■ **Try it**:
Repeat every record exactly, but keep images out of the copy.

[Saved entries]

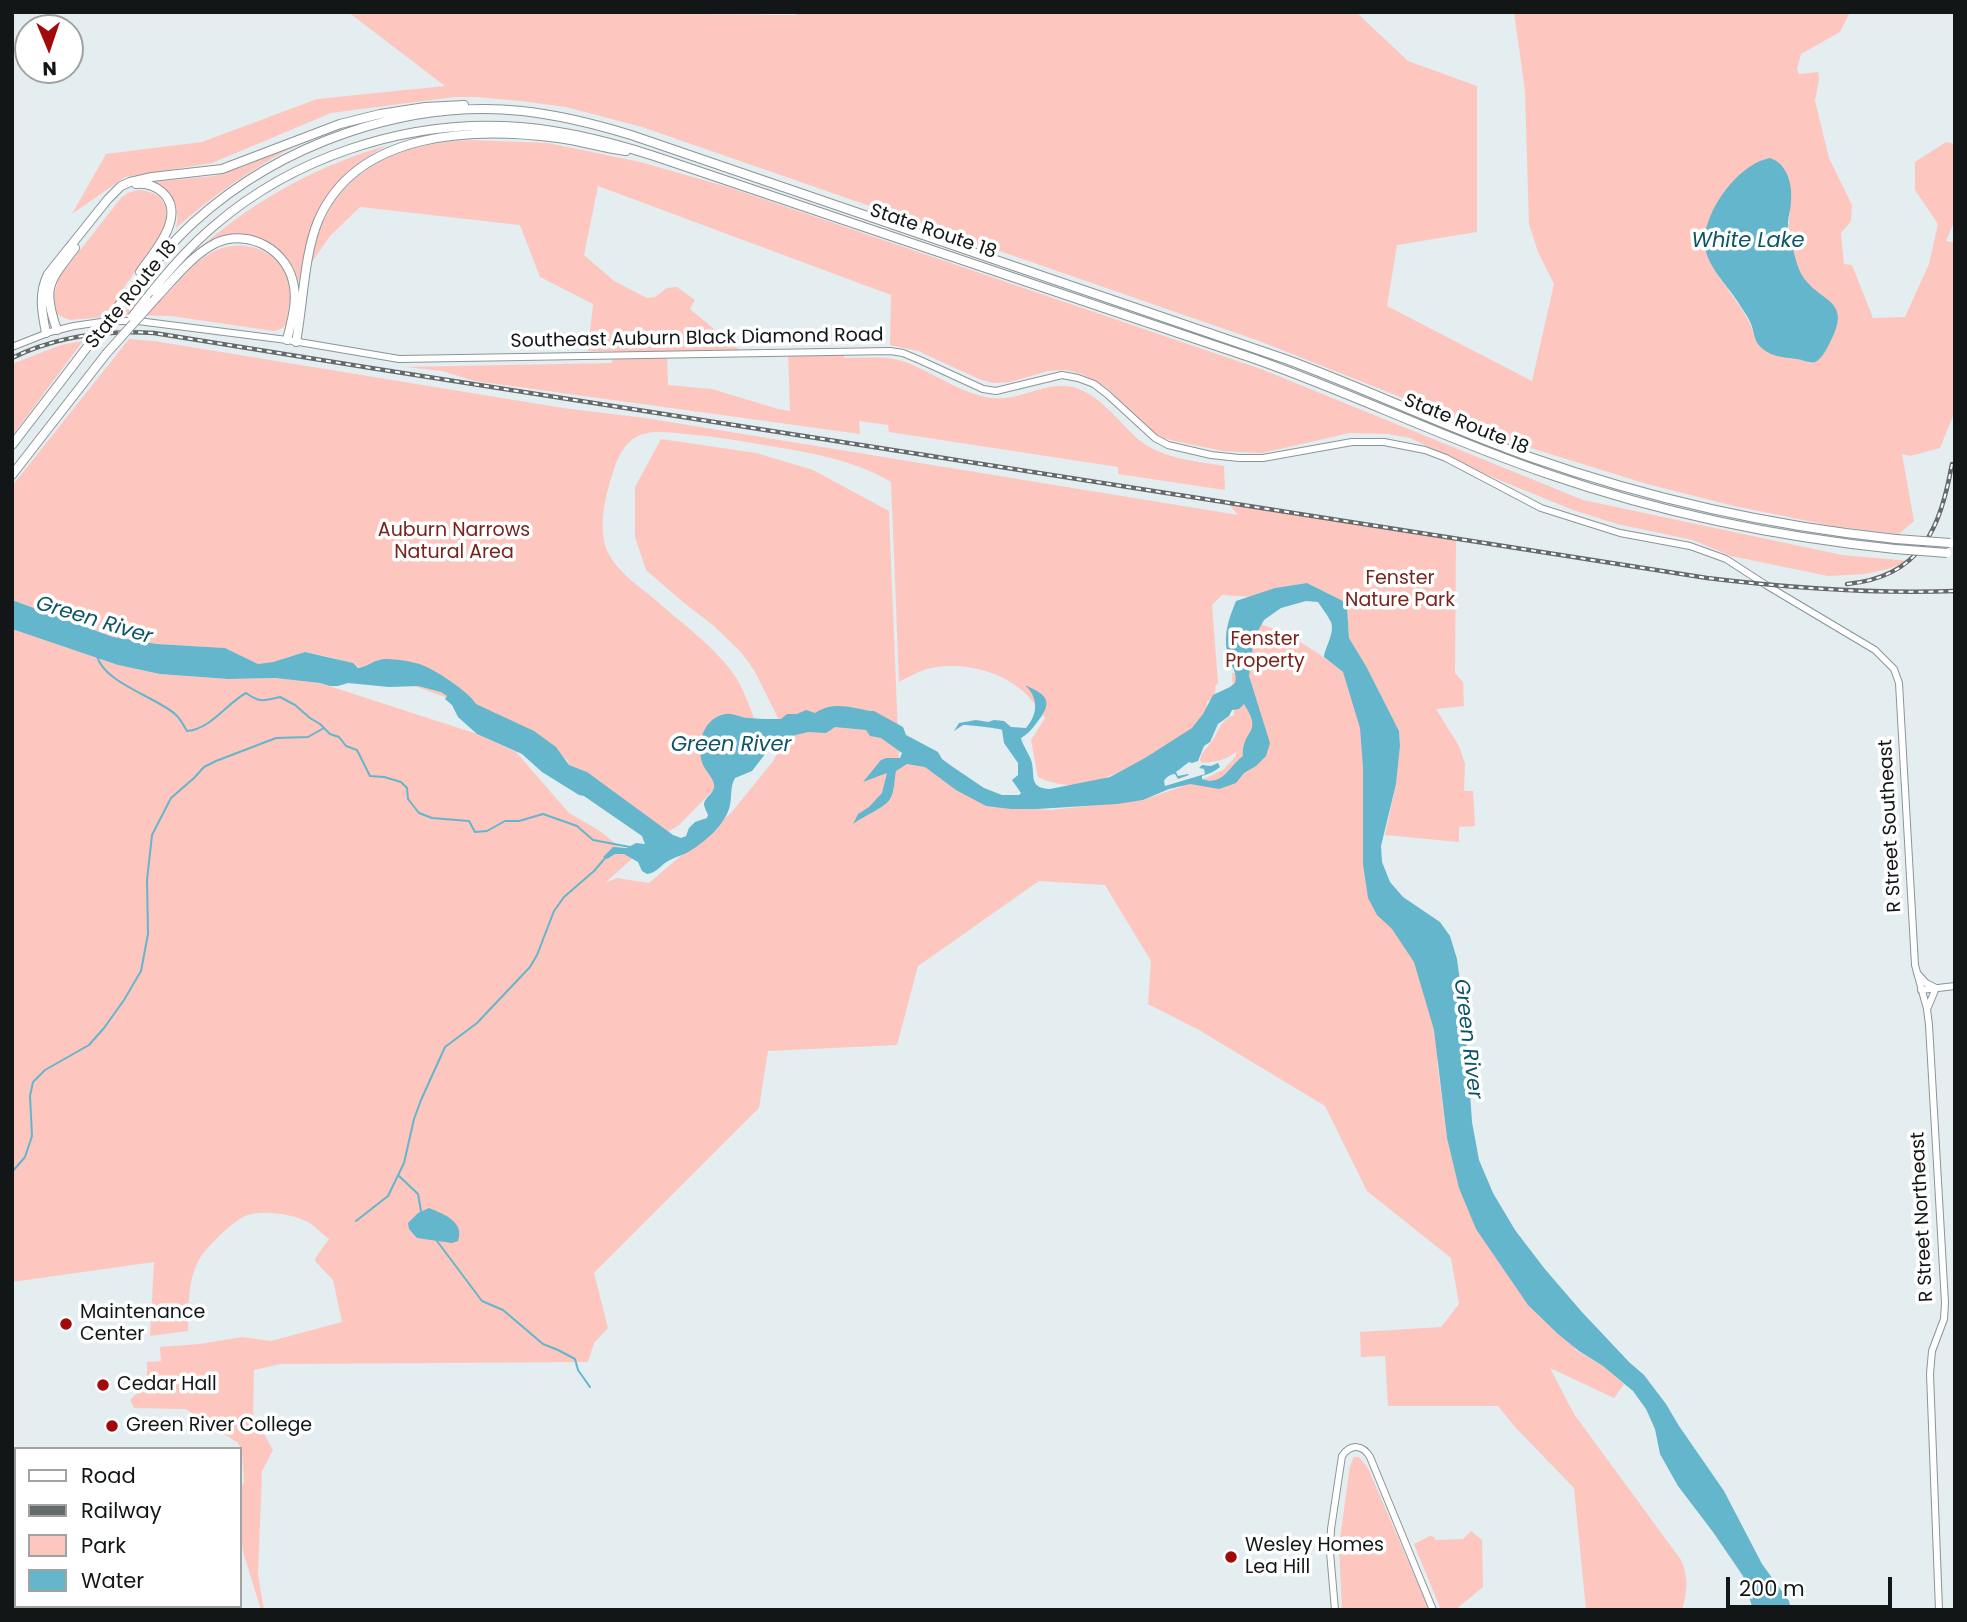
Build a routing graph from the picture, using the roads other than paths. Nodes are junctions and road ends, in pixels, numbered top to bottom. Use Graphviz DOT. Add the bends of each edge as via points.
graph roads {
  1 [pos="487,109"];
  2 [pos="654,156"];
  3 [pos="126,294"];
  4 [pos="57,330"];
  5 [pos="46,333"];
  6 [pos="292,341"];
  7 [pos="12,347"];
  8 [pos="106,354"];
  9 [pos="12,445"];
  10 [pos="12,475"];
  11 [pos="1952,543"];
  12 [pos="1951,553"];
  13 [pos="1889,663"];
  14 [pos="1916,972"];
  15 [pos="1955,986"];
  16 [pos="1936,988"];
  17 [pos="1921,990"];
  18 [pos="1927,1009"];
  19 [pos="1335,1610"];
  20 [pos="1433,1610"];
  21 [pos="1939,1610"];
  1 -- 3 [label="highway, State Route 18" via="376,124 279,162 195,221"];
  1 -- 5 [label="highway" via="445,105 380,114 334,126 222,169 130,181 108,199 48,274 41,300"];
  1 -- 11 [label="highway, State Route 18, bridge" via="562,117 631,135 1288,360 1588,477 1802,527"];
  2 -- 6 [label="highway" via="558,138 484,134 413,143 376,157 338,188 318,220"];
  2 -- 8 [label="highway, State Route 18, bridge" via="583,135 506,126 441,128 352,148 278,181 217,223 146,299"];
  2 -- 12 [label="highway, State Route 18, bridge" via="1274,365 1494,454 1637,502 1819,540"];
  3 -- 4 [label="highway" via="171,221 169,201 143,183 117,194 56,273 48,297"];
  3 -- 9 [label="highway, State Route 18, bridge"];
  4 -- 5 [label="main road, Southeast Auburn Black Diamond Road"];
  4 -- 6 [label="main road, Southeast Auburn Black Diamond Road" via="138,321"];
  5 -- 7 [label="main road, Southeast Auburn Black Diamond Road"];
  6 -- 8 [label="highway, bridge" via="295,295 285,263 256,241 230,239 213,245 187,265"];
  6 -- 13 [label="main road, Southeast Auburn Black Diamond Road" via="400,359 890,351 996,391 1062,375 1078,378 1107,394 1155,438 1211,455 1263,458 1352,442 1384,442 1432,453 1541,508 1726,559"];
  8 -- 10 [label="highway, State Route 18"];
  13 -- 14 [label="main road, R Street Southeast" via="1900,692"];
  14 -- 16 [label="main road"];
  14 -- 17 [label="main road, R Street Southeast"];
  15 -- 16 [label="main road"];
  16 -- 17 [label="main road"];
  16 -- 18 [label="main road"];
  17 -- 18 [label="main road, R Street Northeast"];
  18 -- 21 [label="main road, R Street Northeast" via="1945,1303 1930,1374"];
  19 -- 20 [label="main road" via="1332,1518 1342,1455 1351,1447 1368,1453 1375,1466"];
}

■ **Solution**:
Build a routing graph from the picture, using the roads other than paths. Nodes are junctions and road ends, in pixels, numbered top to bottom. Use Graphviz DOT. Add the bends of each edge as via points.
graph roads {
  1 [pos="487,109"];
  2 [pos="654,156"];
  3 [pos="126,294"];
  4 [pos="57,330"];
  5 [pos="46,333"];
  6 [pos="292,341"];
  7 [pos="12,347"];
  8 [pos="106,354"];
  9 [pos="12,445"];
  10 [pos="12,475"];
  11 [pos="1952,543"];
  12 [pos="1951,553"];
  13 [pos="1889,663"];
  14 [pos="1916,972"];
  15 [pos="1955,986"];
  16 [pos="1936,988"];
  17 [pos="1921,990"];
  18 [pos="1927,1009"];
  19 [pos="1335,1610"];
  20 [pos="1433,1610"];
  21 [pos="1939,1610"];
  1 -- 3 [label="highway, State Route 18" via="376,124 279,162 195,221"];
  1 -- 5 [label="highway" via="445,105 380,114 334,126 222,169 130,181 108,199 48,274 41,300"];
  1 -- 11 [label="highway, State Route 18, bridge" via="562,117 631,135 1288,360 1588,477 1802,527"];
  2 -- 6 [label="highway" via="558,138 484,134 413,143 376,157 338,188 318,220"];
  2 -- 8 [label="highway, State Route 18, bridge" via="583,135 506,126 441,128 352,148 278,181 217,223 146,299"];
  2 -- 12 [label="highway, State Route 18, bridge" via="1274,365 1494,454 1637,502 1819,540"];
  3 -- 4 [label="highway" via="171,221 169,201 143,183 117,194 56,273 48,297"];
  3 -- 9 [label="highway, State Route 18, bridge"];
  4 -- 5 [label="main road, Southeast Auburn Black Diamond Road"];
  4 -- 6 [label="main road, Southeast Auburn Black Diamond Road" via="138,321"];
  5 -- 7 [label="main road, Southeast Auburn Black Diamond Road"];
  6 -- 8 [label="highway, bridge" via="295,295 285,263 256,241 230,239 213,245 187,265"];
  6 -- 13 [label="main road, Southeast Auburn Black Diamond Road" via="400,359 890,351 996,391 1062,375 1078,378 1107,394 1155,438 1211,455 1263,458 1352,442 1384,442 1432,453 1541,508 1726,559"];
  8 -- 10 [label="highway, State Route 18"];
  13 -- 14 [label="main road, R Street Southeast" via="1900,692"];
  14 -- 16 [label="main road"];
  14 -- 17 [label="main road, R Street Southeast"];
  15 -- 16 [label="main road"];
  16 -- 17 [label="main road"];
  16 -- 18 [label="main road"];
  17 -- 18 [label="main road, R Street Northeast"];
  18 -- 21 [label="main road, R Street Northeast" via="1945,1303 1930,1374"];
  19 -- 20 [label="main road" via="1332,1518 1342,1455 1351,1447 1368,1453 1375,1466"];
}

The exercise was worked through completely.